After receiving his B.A. in 1972, he continued pre-Rabbinic studies at the U.J. and graduated with an additional B.A. in 1974. He next attended the Jewish Theological Seminary in New York receiving a Master’s degree in 1975 and ordination in 1978. During this time, he also studied for a year in Jerusalem, as well as at Columbia University in New York City.
After graduation Rabbi Pennes returned to Los Angeles, where he assumed his first pulpit in Newport Beach. The next year he married Wendy, who he had met while studying in Jerusalem. Together they have three children, Alice, Charlie and Sophie. Rabbi has a love for children, and a belief in teaching and role modeling the values of our tradition.

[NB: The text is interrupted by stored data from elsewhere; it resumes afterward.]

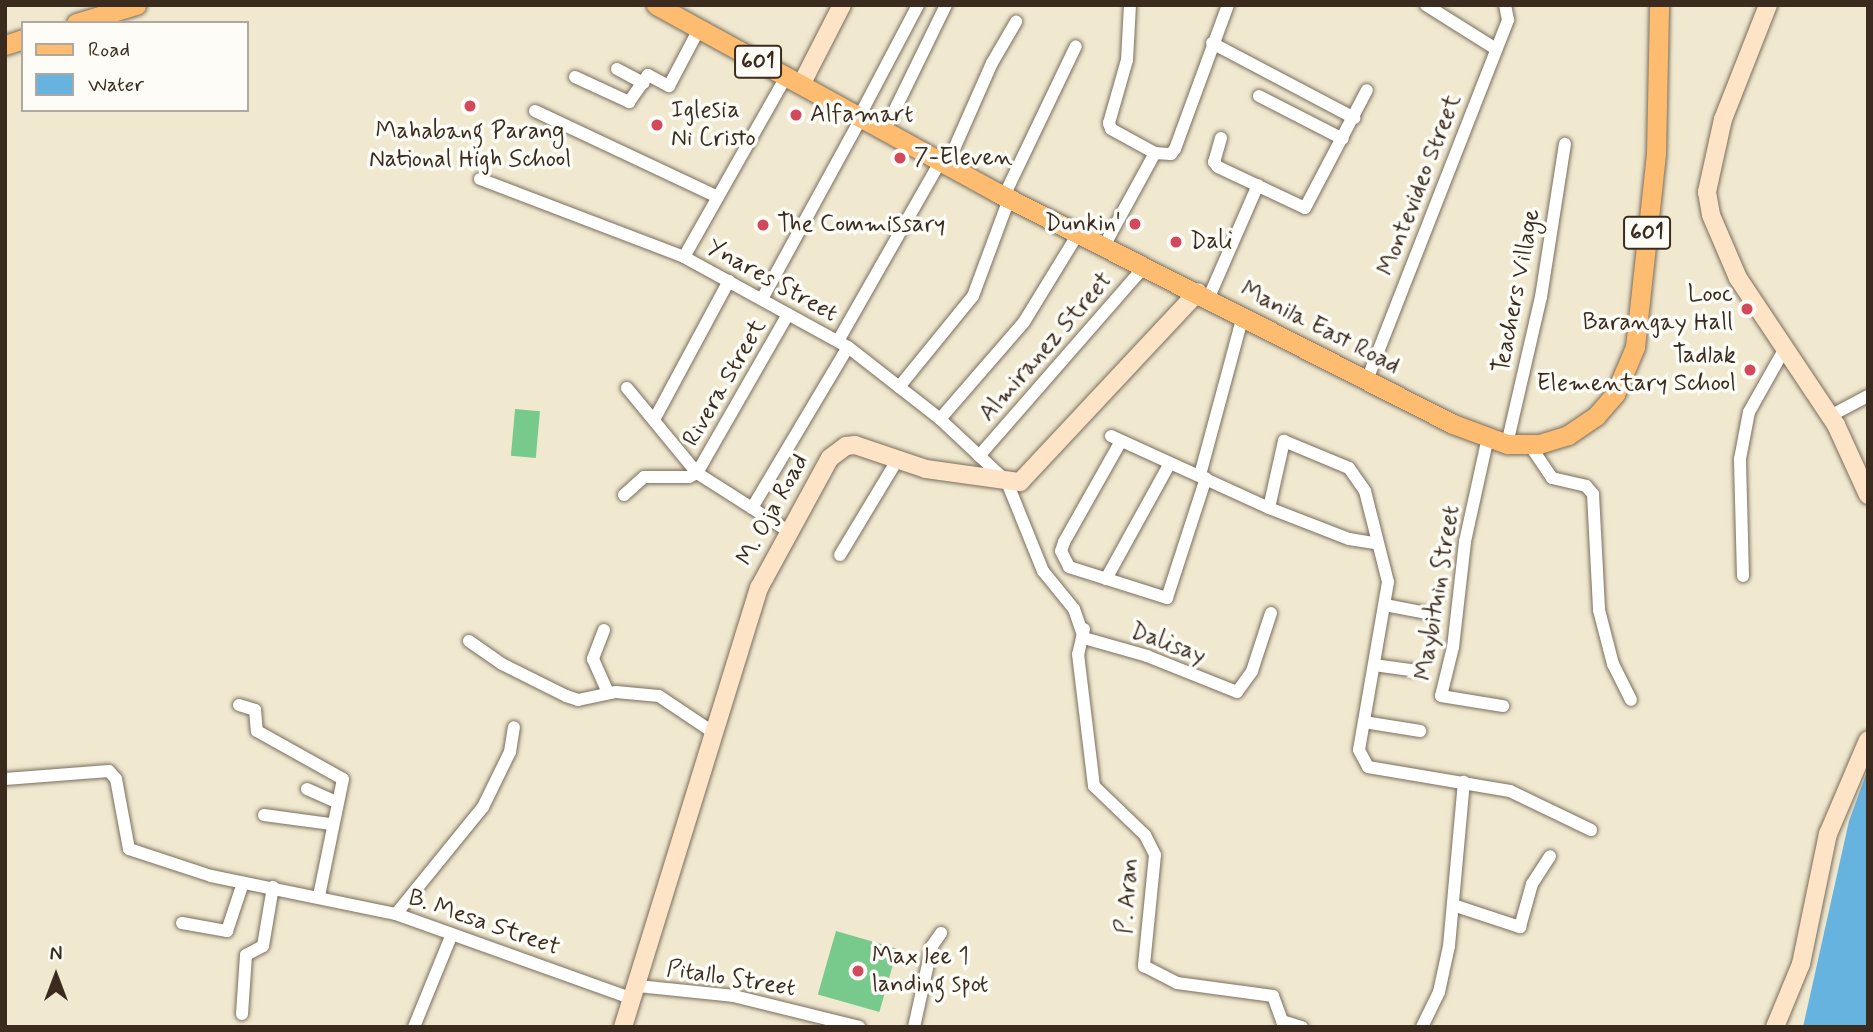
<!DOCTYPE html>
<style>
body{margin:0}
#map{position:relative;width:1873px;height:1032px;overflow:hidden;background:#f0e9d0;font-family:Mynerve,sans-serif}
div>[style]{position:absolute}
[style*='--x']{left:calc(var(--x)*1px);top:calc(var(--y)*1px);width:calc(var(--w)*1px);rotate:calc(var(--a)*1deg)}
.green>*{inset:0;background:#78ca8c;transform-origin:0 0}
.water>*{inset:0;background:#67b3e0}
.roads{filter:drop-shadow(0 0 2px #7a6d5c) drop-shadow(0 0 2px #7a6d5c)}
.street>*{height:12px;margin:-6px;padding:0 6px;transform-origin:6px;border-radius:6px;background:#fff}
.secondary>*{height:18px;margin:-9px;padding:0 9px;transform-origin:9px;border-radius:9px;background:#fee4c6}
.primary>*{height:19px;margin:-9.5px;padding:0 9.5px;transform-origin:9.5px;border-radius:9.5px;background:#fdbc70}
.dots>*{width:19px;height:19px;translate:-50% -50%;box-sizing:border-box;border:4px solid #fdfcf7;border-radius:50%}
span{translate:-50% -50%;white-space:nowrap;text-align:center;line-height:1.15;-webkit-text-stroke:7px #fdfcf7;paint-order:stroke}
.shield-label span{padding:2px 5px;background:#fdfcf7;border:2px solid;border-radius:5px;-webkit-text-stroke-width:0}
.shield-label{font-size:23px;color:#3b2a1e;font-weight:700}
.poi-label{font-size:24px;color:#3b2a1e}
.left{translate:0 -50%;text-align:left}
.right{translate:-100% -50%;text-align:right}
.street-label{font-size:24px;color:#3b2a1e}
.frame{position:absolute;inset:0;border:7px solid #3b2a1e;pointer-events:none}
.legend{position:absolute;left:21px;top:21px;width:228px;height:91px;box-sizing:border-box;background:#fdfcf7;border:2px solid #afa8a0;margin:0;padding:9px 12px;list-style:none;font-size:21px;color:#3b2a1e}
.legend li{display:flex;align-items:center;gap:14px;height:35px}
.legend b{width:35px;border:2px solid #afa8a0}
.north{position:absolute;left:21px;top:941px;width:70px;height:70px;-webkit-text-stroke:5px #fdfcf7;paint-order:stroke;rotate:0deg;font-size:19px;font-weight:700;line-height:28px;text-align:center;color:#3b2a1e}
.north::after{content:'';display:block;margin:auto;width:24px;height:32px;background:#3b2a1e;clip-path:polygon(50% 0,100% 100%,50% 72%,0 100%)}
</style>
<div id="map">
<div class="green">
<div style="left:515px;top:409px;width:25px;height:47px;rotate:5deg"></div>
<div style="left:836px;top:931px;width:64px;height:66px;rotate:16deg"></div>
</div>
<div class="water">
<div style="clip-path:polygon(1868px 769px,1868px 1027px,1803px 1027px,1849px 821px)"></div>
</div>
<div class="roads">
<div class="street">
<div style="--x:1130;--y:5;--w:55;--a:93.1"></div>
<div style="--x:1127;--y:60;--w:66;--a:105.9"></div>
<div style="--x:1109;--y:123;--w:6;--a:72"></div>
<div style="--x:1111;--y:129;--w:50;--a:28.6"></div>
<div style="--x:1426;--y:5;--w:83;--a:32.2"></div>
<div style="--x:1212;--y:43;--w:161;--a:27.8"></div>
<div style="--x:617;--y:69;--w:30;--a:28"></div>
<div style="--x:575;--y:77;--w:60;--a:24.8"></div>
<div style="--x:629;--y:102;--w:33;--a:-55"></div>
<div style="--x:648;--y:75;--w:24;--a:28"></div>
<div style="--x:669;--y:86;--w:64;--a:-62.2"></div>
<div style="--x:1259;--y:96;--w:94;--a:27.1"></div>
<div style="--x:535;--y:111;--w:202;--a:25.2"></div>
<div style="--x:859;--y:117;--w:127;--a:-62.2"></div>
<div style="--x:884;--y:132;--w:141;--a:-64"></div>
<div style="--x:1221;--y:138;--w:25;--a:106"></div>
<div style="--x:1214;--y:162;--w:6;--a:51"></div>
<div style="--x:1218;--y:167;--w:96;--a:25.2"></div>
<div style="--x:1305;--y:208;--w:133;--a:-62.3"></div>
<div style="--x:947;--y:165;--w:111;--a:-66.2"></div>
<div style="--x:992;--y:63;--w:48;--a:-59.7"></div>
<div style="--x:480;--y:179;--w:218;--a:20.9"></div>
<div style="--x:684;--y:257;--w:187;--a:28.8"></div>
<div style="--x:848;--y:347;--w:117;--a:38"></div>
<div style="--x:940;--y:419;--w:92;--a:43.2"></div>
<div style="--x:1007;--y:482;--w:96;--a:68"></div>
<div style="--x:1043;--y:571;--w:49;--a:50.8"></div>
<div style="--x:1074;--y:609;--w:31;--a:71"></div>
<div style="--x:1084;--y:638;--w:66;--a:15.9"></div>
<div style="--x:1147;--y:656;--w:97;--a:21.8"></div>
<div style="--x:1237;--y:692;--w:26;--a:-54"></div>
<div style="--x:1252;--y:671;--w:61;--a:-71.9"></div>
<div style="--x:1004;--y:196;--w:166;--a:-64.4"></div>
<div style="--x:1104;--y:246;--w:106;--a:-61.3"></div>
<div style="--x:1155;--y:153;--w:16;--a:4"></div>
<div style="--x:1171;--y:154;--w:6;--a:-51"></div>
<div style="--x:1175;--y:149;--w:153;--a:-69.8"></div>
<div style="--x:684;--y:257;--w:207;--a:-60.5"></div>
<div style="--x:1209;--y:297;--w:122;--a:-66.4"></div>
<div style="--x:762;--y:299;--w:206;--a:-61.3"></div>
<div style="--x:838;--y:341;--w:206;--a:-60.3"></div>
<div style="--x:1367;--y:380;--w:387;--a:-68.6"></div>
<div style="--x:1508;--y:20;--w:15;--a:-101"></div>
<div style="--x:899;--y:387;--w:117;--a:-50.9"></div>
<div style="--x:973;--y:296;--w:103;--a:-69.6"></div>
<div style="--x:627;--y:388;--w:110;--a:50.5"></div>
<div style="--x:697;--y:473;--w:108;--a:32.5"></div>
<div style="--x:1830;--y:416;--w:43;--a:-27.8"></div>
<div style="--x:940;--y:419;--w:128;--a:-49.1"></div>
<div style="--x:1024;--y:322;--w:103;--a:-58.5"></div>
<div style="--x:654;--y:420;--w:158;--a:-61.7"></div>
<div style="--x:1111;--y:436;--w:174;--a:24.5"></div>
<div style="--x:1269;--y:508;--w:86;--a:21.2"></div>
<div style="--x:1349;--y:539;--w:26;--a:9"></div>
<div style="--x:1488;--y:437;--w:107;--a:102.4"></div>
<div style="--x:1465;--y:542;--w:106;--a:96.5"></div>
<div style="--x:1453;--y:647;--w:50;--a:103.8"></div>
<div style="--x:1441;--y:696;--w:63;--a:9.2"></div>
<div style="--x:1121;--y:441;--w:116;--a:119.4"></div>
<div style="--x:1064;--y:542;--w:9;--a:108"></div>
<div style="--x:1061;--y:551;--w:18;--a:63"></div>
<div style="--x:1069;--y:567;--w:103;--a:17.6"></div>
<div style="--x:1167;--y:598;--w:126;--a:-72"></div>
<div style="--x:1507;--y:444;--w:151;--a:-77"></div>
<div style="--x:1541;--y:297;--w:155;--a:-81.1"></div>
<div style="--x:1529;--y:444;--w:41;--a:55.9"></div>
<div style="--x:1552;--y:478;--w:35;--a:13"></div>
<div style="--x:1586;--y:486;--w:11;--a:49"></div>
<div style="--x:1593;--y:494;--w:116;--a:87"></div>
<div style="--x:1599;--y:610;--w:56;--a:75.5"></div>
<div style="--x:1613;--y:664;--w:40;--a:63.4"></div>
<div style="--x:979;--y:456;--w:252;--a:-48.9"></div>
<div style="--x:1200;--y:475;--w:165;--a:-74.9"></div>
<div style="--x:624;--y:495;--w:27;--a:-42"></div>
<div style="--x:644;--y:477;--w:45;--a:0"></div>
<div style="--x:689;--y:477;--w:9;--a:-27"></div>
<div style="--x:697;--y:473;--w:183;--a:-60.2"></div>
<div style="--x:752;--y:508;--w:187;--a:-59.2"></div>
<div style="--x:1269;--y:508;--w:69;--a:-77.4"></div>
<div style="--x:1284;--y:441;--w:70;--a:22.6"></div>
<div style="--x:1349;--y:468;--w:28;--a:55"></div>
<div style="--x:1365;--y:491;--w:94;--a:75.8"></div>
<div style="--x:1388;--y:582;--w:170;--a:99.8"></div>
<div style="--x:1359;--y:750;--w:19;--a:62"></div>
<div style="--x:1368;--y:767;--w:144;--a:9.6"></div>
<div style="--x:1510;--y:791;--w:90;--a:25.7"></div>
<div style="--x:840;--y:555;--w:112;--a:-58.9"></div>
<div style="--x:1743;--y:576;--w:117;--a:-91.5"></div>
<div style="--x:1740;--y:459;--w:48;--a:-79.2"></div>
<div style="--x:1749;--y:412;--w:71;--a:-60.6"></div>
<div style="--x:1106;--y:579;--w:132;--a:-61.1"></div>
<div style="--x:1385;--y:605;--w:43;--a:10.8"></div>
<div style="--x:1084;--y:629;--w:26;--a:103"></div>
<div style="--x:1078;--y:654;--w:133;--a:83.1"></div>
<div style="--x:1094;--y:786;--w:71;--a:43.9"></div>
<div style="--x:1145;--y:835;--w:22;--a:63"></div>
<div style="--x:1155;--y:855;--w:112;--a:95.7"></div>
<div style="--x:1144;--y:966;--w:37;--a:27"></div>
<div style="--x:1177;--y:983;--w:97;--a:7.7"></div>
<div style="--x:1273;--y:996;--w:27;--a:70"></div>
<div style="--x:1282;--y:1021;--w:21;--a:17"></div>
<div style="--x:604;--y:630;--w:31;--a:111"></div>
<div style="--x:593;--y:659;--w:37;--a:66"></div>
<div style="--x:469;--y:641;--w:40;--a:34.9"></div>
<div style="--x:502;--y:664;--w:72;--a:26.6"></div>
<div style="--x:566;--y:696;--w:13;--a:18"></div>
<div style="--x:578;--y:700;--w:39;--a:-12"></div>
<div style="--x:616;--y:692;--w:43;--a:5.3"></div>
<div style="--x:659;--y:696;--w:66;--a:33.9"></div>
<div style="--x:1374;--y:665;--w:44;--a:7.8"></div>
<div style="--x:239;--y:705;--w:17;--a:17"></div>
<div style="--x:255;--y:710;--w:21;--a:85"></div>
<div style="--x:257;--y:731;--w:98;--a:29.2"></div>
<div style="--x:343;--y:779;--w:119;--a:101.6"></div>
<div style="--x:1364;--y:722;--w:57;--a:9.1"></div>
<div style="--x:5;--y:779;--w:104;--a:-4.4"></div>
<div style="--x:109;--y:771;--w:11;--a:49"></div>
<div style="--x:116;--y:779;--w:71;--a:79.5"></div>
<div style="--x:129;--y:849;--w:86;--a:18.2"></div>
<div style="--x:211;--y:876;--w:189;--a:11.6"></div>
<div style="--x:396;--y:914;--w:253;--a:19.7"></div>
<div style="--x:307;--y:789;--w:32;--a:24"></div>
<div style="--x:264;--y:815;--w:68;--a:7.7"></div>
<div style="--x:1453;--y:905;--w:71;--a:18.2"></div>
<div style="--x:1520;--y:927;--w:45;--a:-74.4"></div>
<div style="--x:1532;--y:884;--w:33;--a:-57"></div>
<div style="--x:396;--y:914;--w:138;--a:-50.9"></div>
<div style="--x:483;--y:807;--w:61;--a:-63.9"></div>
<div style="--x:510;--y:752;--w:25;--a:-81"></div>
<div style="--x:182;--y:923;--w:46;--a:10.1"></div>
<div style="--x:227;--y:931;--w:51;--a:-71.6"></div>
<div style="--x:638;--y:986;--w:97;--a:5.9"></div>
<div style="--x:734;--y:996;--w:129;--a:13.9"></div>
<div style="--x:242;--y:1014;--w:59;--a:-86.1"></div>
<div style="--x:246;--y:955;--w:19;--a:-28"></div>
<div style="--x:263;--y:946;--w:60;--a:-80.4"></div>
<div style="--x:414;--y:1027;--w:100;--a:-67.8"></div>
<div style="--x:914;--y:1027;--w:83;--a:-77.5"></div>
<div style="--x:932;--y:946;--w:16;--a:-55"></div>
<div style="--x:1422;--y:1027;--w:39;--a:-64"></div>
<div style="--x:1439;--y:992;--w:47;--a:-77.7"></div>
<div style="--x:1449;--y:946;--w:165;--a:-84.8"></div>
</div>
<div class="secondary">
<div style="--x:1768;--y:5;--w:123;--a:111.5"></div>
<div style="--x:1723;--y:119;--w:75;--a:102.4"></div>
<div style="--x:1707;--y:192;--w:23;--a:80"></div>
<div style="--x:1711;--y:215;--w:69;--a:66.8"></div>
<div style="--x:1738;--y:278;--w:177;--a:56.3"></div>
<div style="--x:1836;--y:425;--w:77;--a:65.4"></div>
<div style="--x:801;--y:85;--w:90;--a:-62.9"></div>
<div style="--x:623;--y:1027;--w:460;--a:-72.8"></div>
<div style="--x:759;--y:588;--w:148;--a:-61.4"></div>
<div style="--x:830;--y:458;--w:20;--a:-37"></div>
<div style="--x:846;--y:446;--w:9;--a:-6"></div>
<div style="--x:855;--y:445;--w:75;--a:18.7"></div>
<div style="--x:926;--y:469;--w:95;--a:7.9"></div>
<div style="--x:1020;--y:482;--w:260;--a:-46.9"></div>
<div style="--x:1775;--y:1027;--w:68;--a:-67.6"></div>
<div style="--x:1801;--y:964;--w:133;--a:-78.3"></div>
<div style="--x:1828;--y:834;--w:102;--a:-66.9"></div>
</div>
<div class="primary">
<div style="--x:656;--y:5;--w:390;--a:28.8"></div>
<div style="--x:998;--y:193;--w:510;--a:26.92"></div>
<div style="--x:1453;--y:424;--w:58;--a:20.3"></div>
<div style="--x:1507;--y:444;--w:32;--a:0"></div>
<div style="--x:1539;--y:444;--w:30;--a:-17"></div>
<div style="--x:1568;--y:435;--w:34;--a:-34"></div>
<div style="--x:1596;--y:416;--w:29;--a:-49"></div>
<div style="--x:1615;--y:394;--w:51;--a:-66.9"></div>
<div style="--x:1635;--y:347;--w:195;--a:-83.8"></div>
<div style="--x:1656;--y:153;--w:148;--a:-88.8"></div>
<div style="--x:76;--y:23;--w:63;--a:-16.7"></div>
<div style="--x:5;--y:45;--w:19;--a:-18"></div>
</div>
</div>
<div class="dots">
<div style="left:470px;top:106px;background:#d1495b"></div>
<div style="left:796px;top:115px;background:#d1495b"></div>
<div style="left:657px;top:125px;background:#d1495b"></div>
<div style="left:900px;top:158px;background:#d1495b"></div>
<div style="left:1135px;top:224px;background:#d1495b"></div>
<div style="left:763px;top:225px;background:#d1495b"></div>
<div style="left:1176px;top:242px;background:#d1495b"></div>
<div style="left:1747px;top:309px;background:#d1495b"></div>
<div style="left:1750px;top:370px;background:#d1495b"></div>
<div style="left:858px;top:971px;background:#d1495b"></div>
</div>
<div class="shield-label">
<span style="left:758px;top:62px">601</span>
<span style="left:1647px;top:233px">601</span>
</div>
<div class="poi-label">
<span class="left" style="left:671px;top:125px">Iglesia<br>Ni Cristo</span>
<span class="left" style="left:810px;top:115px">Alfamart</span>
<span style="left:470px;top:146px">Mahabang Parang<br>National High School</span>
<span class="left" style="left:914px;top:158px">7-Eleven</span>
<span class="right" style="left:1121px;top:224px">Dunkin'</span>
<span class="left" style="left:777px;top:225px">The Commissary</span>
<span class="left" style="left:1190px;top:242px">Dali</span>
<span class="right" style="left:1733px;top:309px">Looc<br>Barangay Hall</span>
<span class="right" style="left:1736px;top:370px">Tadlak<br>Elementary School</span>
<span class="left" style="left:872px;top:971px">Max lee 1<br>landing spot</span>
</div>
<div class="street-label">
<span style="left:1420px;top:185px;rotate:-69deg">Montevideo Street</span>
<span style="left:772px;top:281px;rotate:29deg">Ynares Street</span>
<span style="left:1517px;top:291px;rotate:-79deg">Teachers Village</span>
<span style="left:1320px;top:328px;rotate:27deg">Manila East Road</span>
<span style="left:1046px;top:347px;rotate:-49deg">Almiranez Street</span>
<span style="left:725px;top:383px;rotate:-60deg">Rivera Street</span>
<span style="left:773px;top:510px;rotate:-61deg">M. Oja Road</span>
<span style="left:1438px;top:593px;rotate:-81deg">Maybituin Street</span>
<span style="left:1168px;top:644px;rotate:20deg">Dalisay</span>
<span style="left:1128px;top:896px;rotate:-86deg">P. Aran</span>
<span style="left:484px;top:923px;rotate:19deg">B. Mesa Street</span>
<span style="left:731px;top:979px;rotate:9deg">Pitallo Street</span>
</div>
<div class="frame"></div>
<ul class="legend">
<li><b style="height:9px;background:#fdbc70"></b>Road</li>
<li><b style="height:19px;background:#67b3e0"></b>Water</li>
</ul>
<div class="north">N</div>
</div>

Rabbi Pennes began serving at Temple B’nai Emet in 1992. During his early tenure is when he says he began to fully appreciate Judaism’s (and his own) veneration of the wisdom that comes with aging as Temple B’nai Emet, like many religious communities, was aging in place while the surrounding communities were diversifying quickly.
In 2000, he began working in hospice and founded a Jewish Hospice support non-profit to provide help to the Jewish community. His experience with the reality of aging led him to the simple observations that the elderly are filled with wisdom and value. Indeed, if wisdom is a gauge, then age is beauty. The more we age, the more fruitful in wisdom we become. Respect, veneration, admiration - these are the basic parameters within which we approach aging, the aged, and the treatment of the elderly. Jewish tradition is suffused with sacred obligations regarding the aged.
This value system with our elders ensures that our future is strong as the Rabbi teaches is transmit our values and beliefs to each other as well as to future generations. This, indeed, is at the heart of a Jewish way of life.